Der Innenraum zeigt die ursprüngliche Struktur mit den schlanken Säulen der Schiffe, den Kapitellen, den Säulen der alten Frauengalerien und den Skulpturen, die alle Türen und Fenster krönen. Danach kann man einen Intarsienchor von 1543 bewundern, Werke von neapolitanischen Meistern, das Gemälde "S. Paolo" von Domenico Morello und die Mariä Himmelfahrt, die Beschützerin von Altamura, die auf einem großen Walnusstisch hinter dem Altar errichtet wurde größer. Der Innenraum ist voll von Werken aus dem 16. Jahrhundert in den Kapellen des Kirchenschiffs links vom Eingang und im ganzen Raum des Presbyteriums, bedeckt mit Marmor und Stuck in der Restaurierung des neunzehnten Jahrhunderts. Und wertvolle Gemälde der neapolitanischen Schule.

Die letzten Änderungen der Fassade betrafen die Errichtung der beiden Glockentürme, die 1729 fertiggestellt wurden, und den Bau der Assunta aedicula, die im Jahre 1743 stattfand. Im Laufe des neunzehnten Jahrhunderts plante und führte der Architekt Travaglini wichtige strukturelle Konsolidierungsarbeiten durch das architektonische Innenbild der Kathedrale, das einen neuen dekorativen Apparat mit Marmorverkleidung der neapolitanischen Schule schuf, der durch eine hölzerne und stuckverzierte Zwischendecke, die das Mittelschiff bedeckt, verschönert wurde.

Sehr wenig von der ursprünglichen Federician Pflanze bleibt vom Duomo.
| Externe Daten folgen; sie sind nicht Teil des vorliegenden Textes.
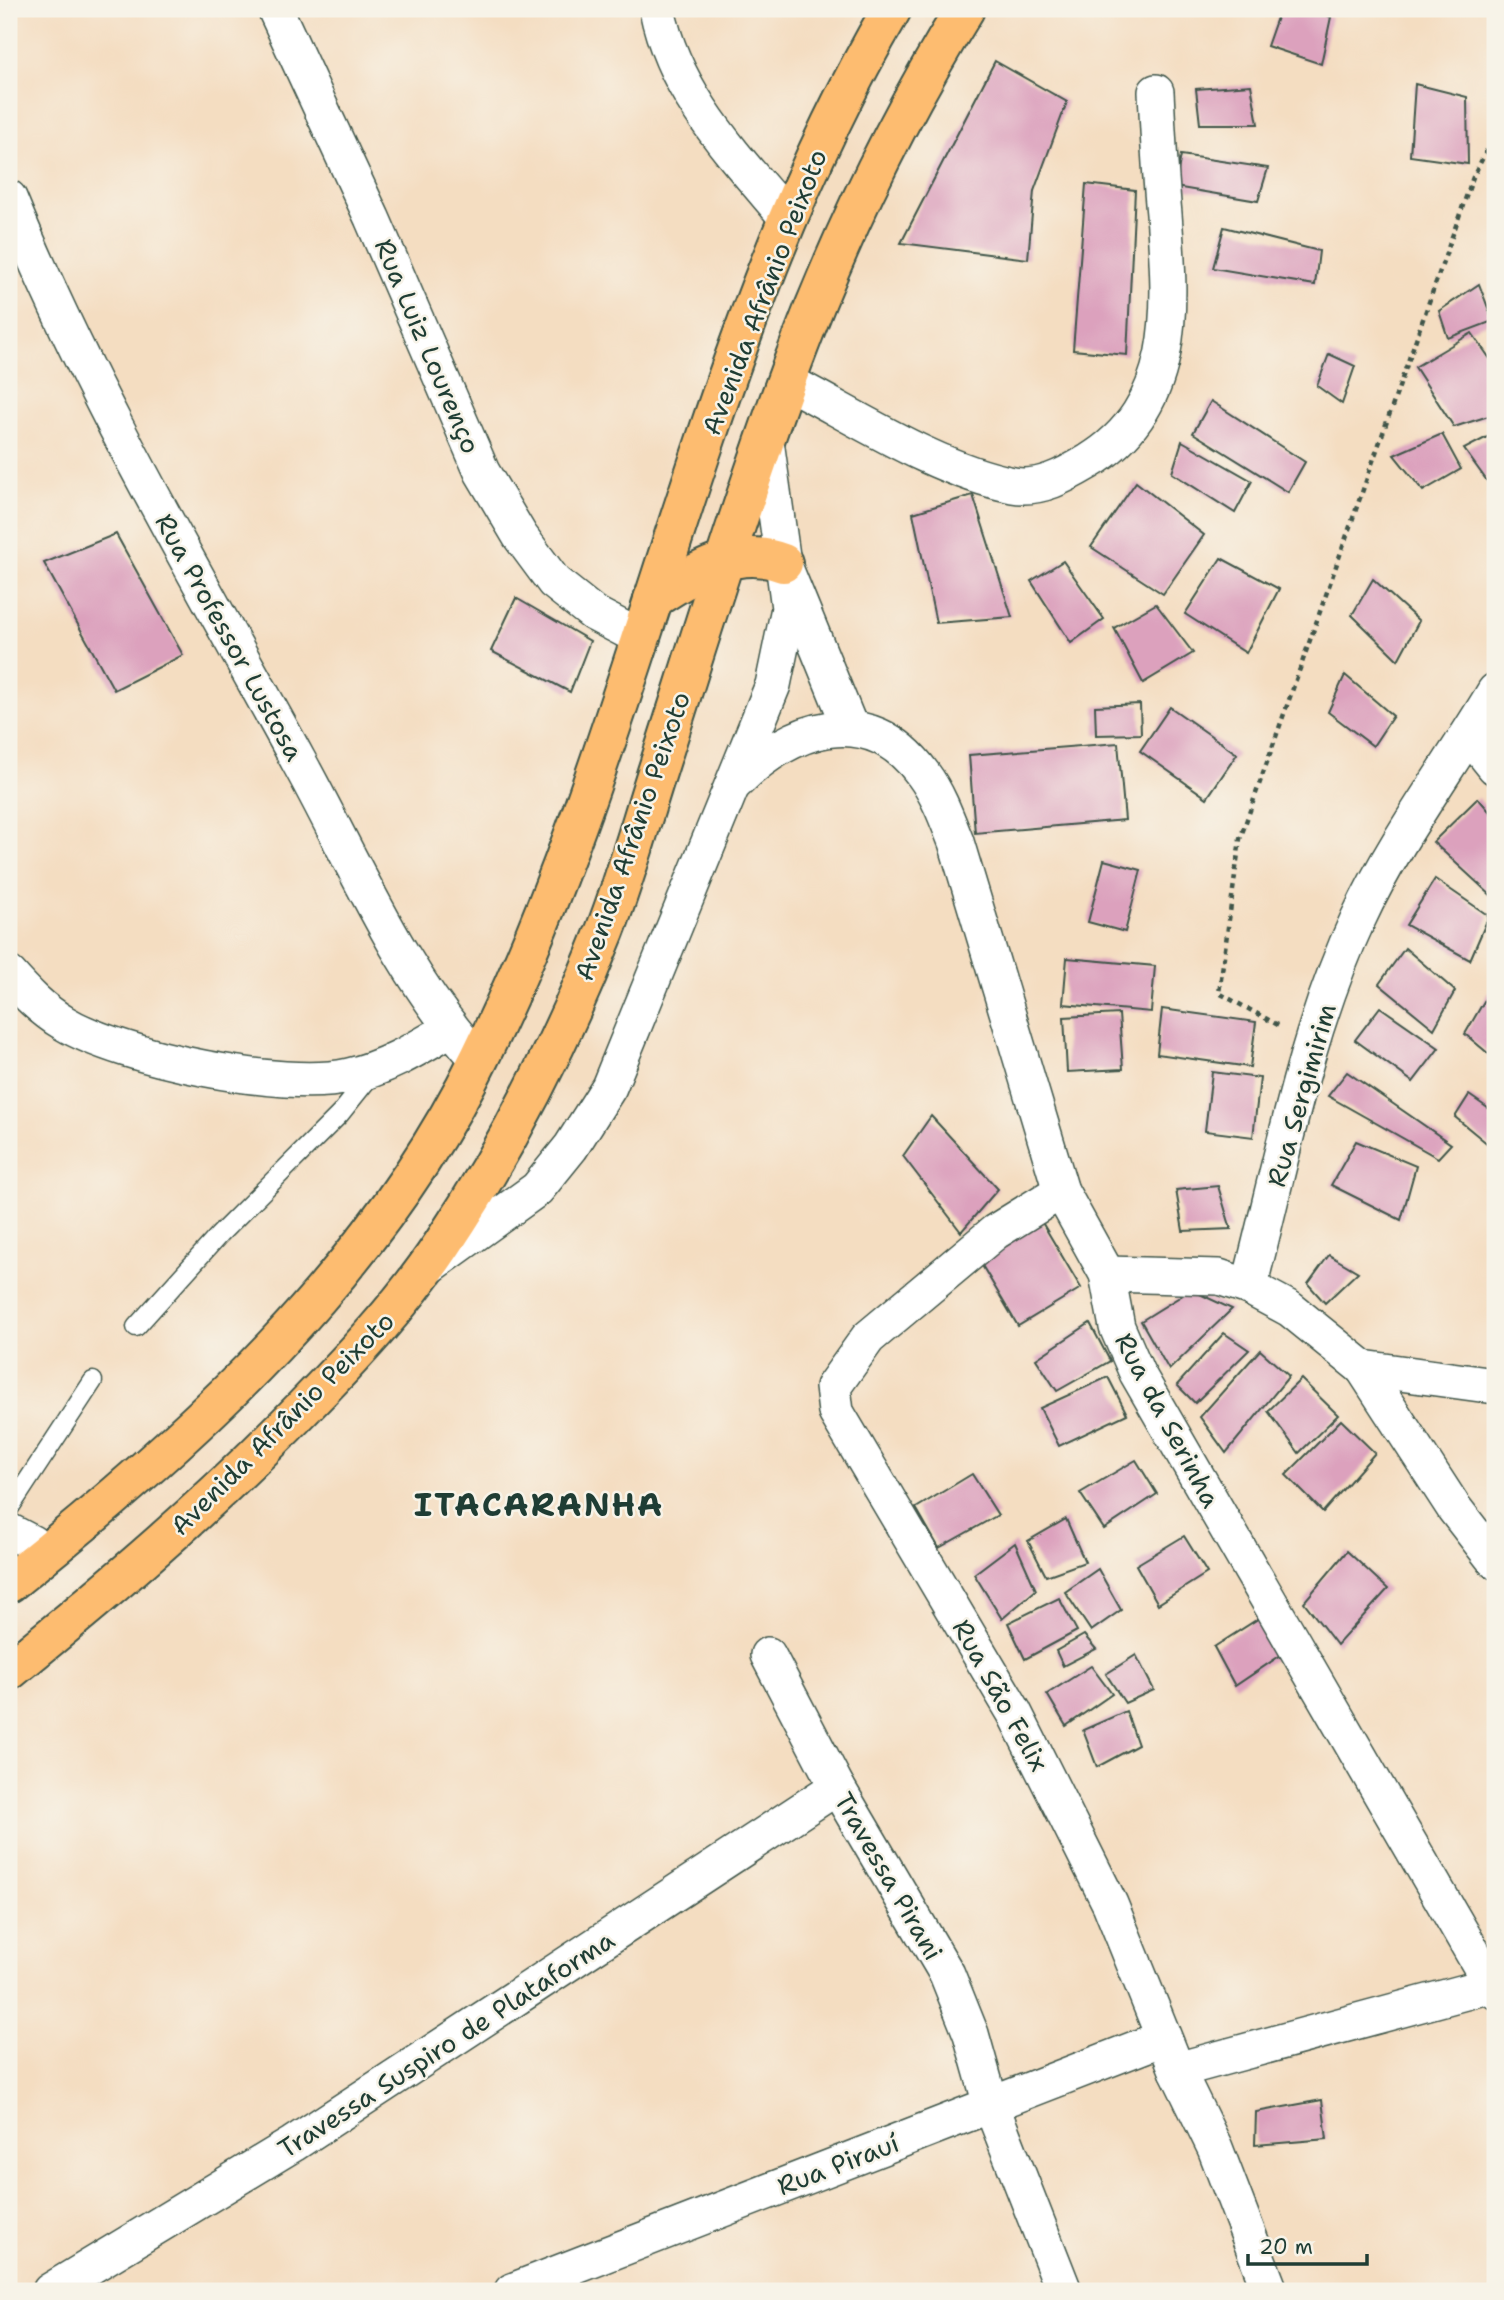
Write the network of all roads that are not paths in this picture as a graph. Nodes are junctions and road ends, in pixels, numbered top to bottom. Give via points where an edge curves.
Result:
1 (275, 9) edge
2 (657, 9) edge
3 (892, 9) edge
4 (965, 9) edge
5 (1156, 92) dead end
6 (9, 198) edge
7 (788, 219) junction
8 (786, 380) junction
9 (766, 441) junction
10 (726, 559) junction
11 (783, 563) junction
12 (653, 599) junction
13 (639, 637) junction
14 (1495, 691) edge
15 (850, 727) junction
16 (1470, 736) junction
17 (1495, 767) edge
18 (735, 783) junction
19 (9, 974) edge
20 (450, 1029) junction
21 (479, 1060) junction
22 (376, 1068) junction
23 (1061, 1191) junction
24 (425, 1270) junction
25 (1107, 1274) junction
26 (1249, 1287) junction
27 (136, 1327) dead end
28 (1363, 1368) junction
29 (93, 1381) dead end
30 (1495, 1386) edge
31 (9, 1509) edge
32 (9, 1531) edge
33 (44, 1555) junction
34 (1495, 1561) edge
35 (9, 1583) edge
36 (768, 1655) dead end
37 (9, 1671) edge
38 (837, 1787) junction
39 (1493, 1988) edge
40 (1163, 2038) junction
41 (1177, 2070) junction
42 (991, 2105) junction
43 (50, 2291) edge
44 (512, 2291) edge
45 (1064, 2291) edge
46 (1270, 2291) edge

1 - 13 street, Rua Luiz Lourenço via 482,472 554,582 593,612
2 - 7 street via 664,42 698,110
3 - 7 main road, Avenida Afrânio Peixoto via 832,118
4 - 8 main road, Avenida Afrânio Peixoto via 853,215
5 - 8 street via 1170,294 1162,366 1138,419 1105,452 1047,482 1016,485 933,457
6 - 20 street, Rua Professor Lustosa via 99,393 156,503 397,943
7 - 12 main road, Avenida Afrânio Peixoto
8 - 9 main road, Avenida Afrânio Peixoto
9 - 10 main road, Avenida Afrânio Peixoto
9 - 11 street
10 - 11 main road
10 - 12 main road
10 - 24 main road, Avenida Afrânio Peixoto via 606,929 523,1107
11 - 15 street
11 - 18 street via 787,630 773,685
12 - 13 main road, Avenida Afrânio Peixoto
13 - 21 main road, Avenida Afrânio Peixoto via 571,847
14 - 16 street, Rua Sergimirim
15 - 18 street, Rua da Serinha via 820,730 782,746
15 - 23 street, Rua da Serinha via 901,750 923,774 941,806 956,842
16 - 17 street
16 - 26 street, Rua Sergimirim via 1407,829 1357,920 1311,1043
18 - 24 street via 609,1087 571,1147 537,1189
19 - 22 street via 33,1002 65,1024 102,1040 196,1067 299,1081 348,1077
20 - 21 street, Rua Professor Lustosa
20 - 22 street
21 - 33 main road, Avenida Afrânio Peixoto via 421,1160 316,1301 190,1429
22 - 27 lane via 340,1114 219,1235
23 - 25 street, Rua da Serinha
23 - 40 street, Rua São Felix via 995,1232 868,1338 833,1387 834,1399 851,1442 1014,1712 1110,1904
24 - 37 main road, Avenida Afrânio Peixoto via 331,1379 229,1484 131,1572
25 - 26 street via 1219,1277
25 - 39 street, Rua da Serinha via 1117,1327 1137,1373
26 - 28 street via 1290,1309
28 - 30 street
28 - 34 street via 1454,1508
29 - 31 lane
32 - 33 street
33 - 35 main road, Avenida Afrânio Peixoto
36 - 38 street, Travessa Pirani
38 - 42 street, Travessa Pirani via 947,1974 971,2034
38 - 43 street, Travessa Suspiro de Plataforma via 293,2144
39 - 41 street
40 - 41 street, Rua São Felix
40 - 42 street, Rua Pirauí
41 - 46 street, Rua São Felix via 1215,2148
42 - 44 street, Rua Pirauí
42 - 45 street, Travessa Pirani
Die Triphoras der Matrone mit den Arabeskensäulen und dem zweibogigen Fenster auf der linken Seite der Fassade sind original. Das Portal des frühen fünfzehnten Jahrhunderts wurde von Wandermeistern und lokalen Handwerkern gebaut, aktiv in den Denkmälern auf der Achse, die von Santiago de Compostela erreichte Jerusalem berührt Teil der alten Via Appia in Apulien. alt.